### EXERCISE INPUT
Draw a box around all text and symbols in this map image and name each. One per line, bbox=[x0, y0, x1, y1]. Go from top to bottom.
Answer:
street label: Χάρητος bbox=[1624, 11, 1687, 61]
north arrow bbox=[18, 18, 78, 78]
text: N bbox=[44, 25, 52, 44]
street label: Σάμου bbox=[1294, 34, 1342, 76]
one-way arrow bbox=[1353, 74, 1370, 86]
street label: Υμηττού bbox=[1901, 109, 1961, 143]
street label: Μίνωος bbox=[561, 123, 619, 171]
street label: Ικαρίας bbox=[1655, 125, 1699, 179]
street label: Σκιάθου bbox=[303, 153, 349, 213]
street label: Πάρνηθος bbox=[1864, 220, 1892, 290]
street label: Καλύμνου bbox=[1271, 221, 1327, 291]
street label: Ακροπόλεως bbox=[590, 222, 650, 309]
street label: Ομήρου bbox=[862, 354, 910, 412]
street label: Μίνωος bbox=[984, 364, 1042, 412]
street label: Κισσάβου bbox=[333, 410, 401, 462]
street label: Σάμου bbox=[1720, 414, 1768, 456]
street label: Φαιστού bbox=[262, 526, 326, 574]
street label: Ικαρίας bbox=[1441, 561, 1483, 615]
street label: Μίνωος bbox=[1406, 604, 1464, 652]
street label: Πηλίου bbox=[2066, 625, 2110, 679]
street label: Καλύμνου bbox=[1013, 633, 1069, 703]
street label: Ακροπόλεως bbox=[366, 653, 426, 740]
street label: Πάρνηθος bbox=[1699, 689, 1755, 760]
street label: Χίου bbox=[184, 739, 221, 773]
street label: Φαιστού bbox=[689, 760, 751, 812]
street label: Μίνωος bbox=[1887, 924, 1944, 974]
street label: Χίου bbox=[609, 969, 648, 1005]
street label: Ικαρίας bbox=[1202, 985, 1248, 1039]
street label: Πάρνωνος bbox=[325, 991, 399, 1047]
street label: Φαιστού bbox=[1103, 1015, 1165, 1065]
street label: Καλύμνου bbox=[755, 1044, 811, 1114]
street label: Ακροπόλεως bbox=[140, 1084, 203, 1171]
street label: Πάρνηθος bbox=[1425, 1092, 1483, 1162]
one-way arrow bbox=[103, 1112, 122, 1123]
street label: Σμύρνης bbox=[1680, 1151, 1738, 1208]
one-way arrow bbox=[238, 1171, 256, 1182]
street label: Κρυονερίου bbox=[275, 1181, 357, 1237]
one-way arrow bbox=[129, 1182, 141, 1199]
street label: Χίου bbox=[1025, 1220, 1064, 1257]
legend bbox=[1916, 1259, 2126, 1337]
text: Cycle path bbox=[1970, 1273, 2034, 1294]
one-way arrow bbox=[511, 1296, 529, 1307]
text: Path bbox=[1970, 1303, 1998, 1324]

### TASK DIRECTIONS
Lines containing the word "Φαιστού" are to be located in the entries and copied.

### EXERCISE RESULT
street label: Φαιστού bbox=[262, 526, 326, 574]
street label: Φαιστού bbox=[689, 760, 751, 812]
street label: Φαιστού bbox=[1103, 1015, 1165, 1065]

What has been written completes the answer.